(Stored items)
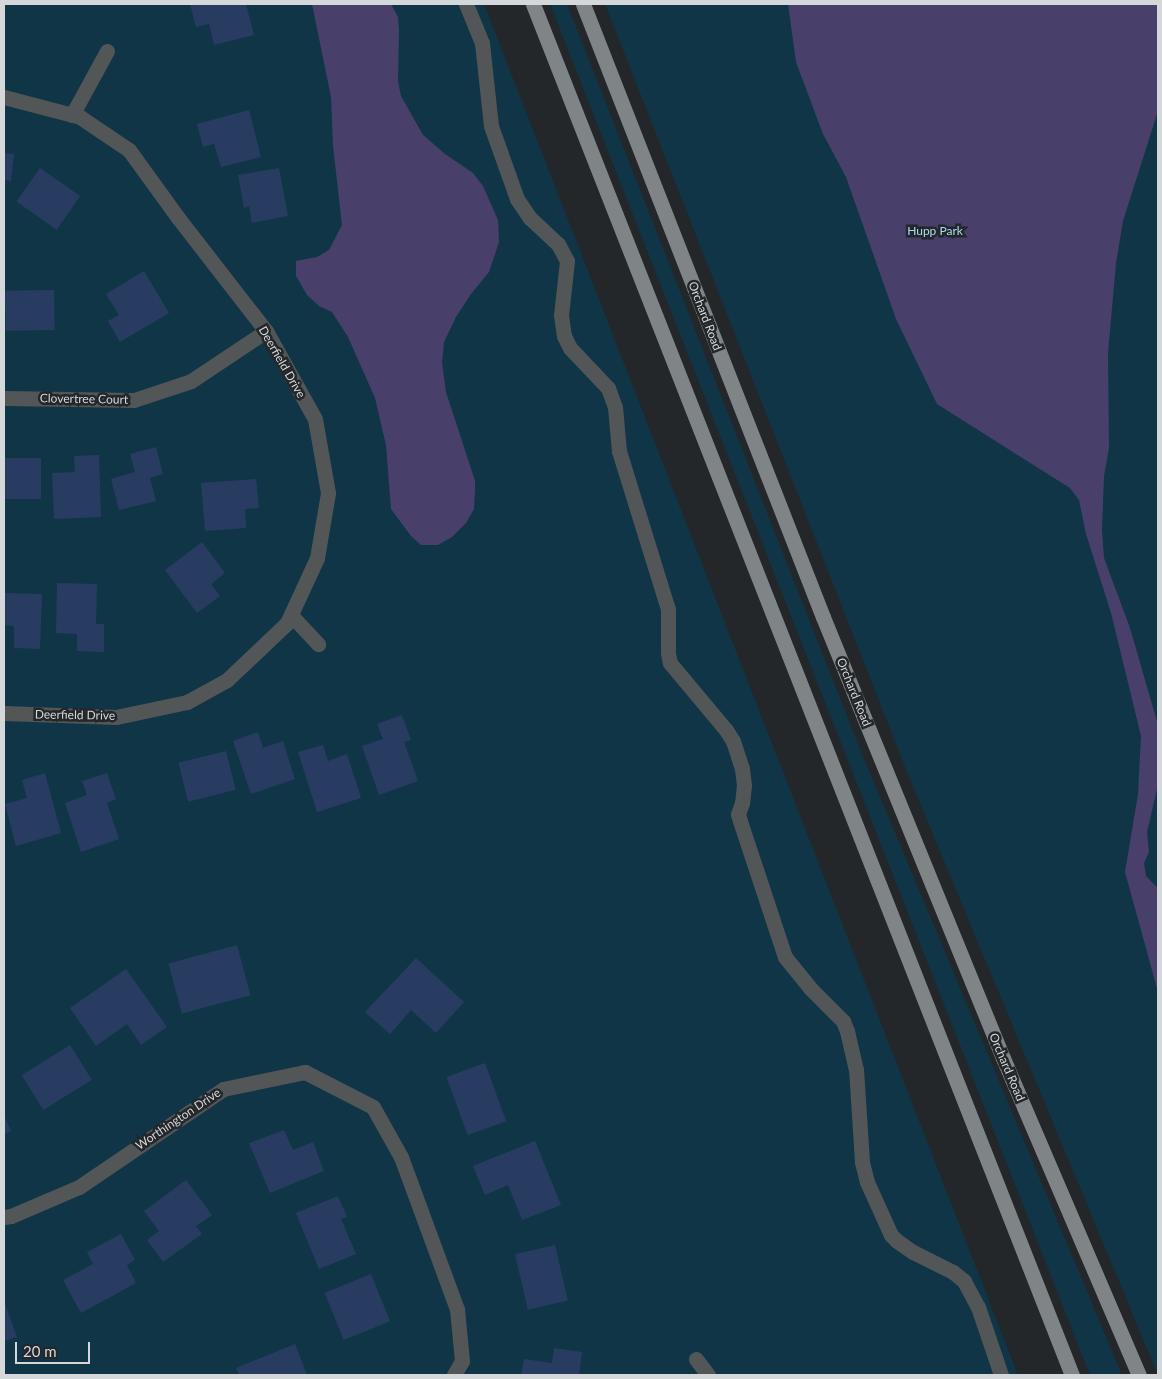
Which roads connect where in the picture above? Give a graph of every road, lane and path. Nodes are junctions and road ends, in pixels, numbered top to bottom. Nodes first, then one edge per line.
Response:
1 (466, 4) edge
2 (533, 4) edge
3 (583, 4) edge
4 (107, 51) dead end
5 (4, 97) edge
6 (72, 115) junction
7 (266, 331) junction
8 (4, 398) edge
9 (291, 616) junction
10 (318, 644) dead end
11 (4, 712) edge
12 (4, 1217) edge
13 (696, 1359) dead end
14 (454, 1375) edge
15 (708, 1375) edge
16 (1001, 1375) edge
17 (1072, 1375) edge
18 (1139, 1375) edge

1 - 16 street
2 - 17 main road
3 - 18 main road, Orchard Road
4 - 6 street
5 - 6 street, Deerfield Drive
6 - 7 street, Deerfield Drive
7 - 8 street, Clovertree Court
7 - 9 street, Deerfield Drive
9 - 10 street
9 - 11 street, Deerfield Drive
12 - 14 street, Worthington Drive
13 - 15 street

TO DO:
Please transcribe each entry exactly, but skip any picture it holds.

ANSWER TO THE PROBLEM:
Which roads connect where in the picture above? Give a graph of every road, lane and path. Nodes are junctions and road ends, in pixels, numbered top to bottom. Nodes first, then one edge per line.
Response:
1 (466, 4) edge
2 (533, 4) edge
3 (583, 4) edge
4 (107, 51) dead end
5 (4, 97) edge
6 (72, 115) junction
7 (266, 331) junction
8 (4, 398) edge
9 (291, 616) junction
10 (318, 644) dead end
11 (4, 712) edge
12 (4, 1217) edge
13 (696, 1359) dead end
14 (454, 1375) edge
15 (708, 1375) edge
16 (1001, 1375) edge
17 (1072, 1375) edge
18 (1139, 1375) edge

1 - 16 street
2 - 17 main road
3 - 18 main road, Orchard Road
4 - 6 street
5 - 6 street, Deerfield Drive
6 - 7 street, Deerfield Drive
7 - 8 street, Clovertree Court
7 - 9 street, Deerfield Drive
9 - 10 street
9 - 11 street, Deerfield Drive
12 - 14 street, Worthington Drive
13 - 15 street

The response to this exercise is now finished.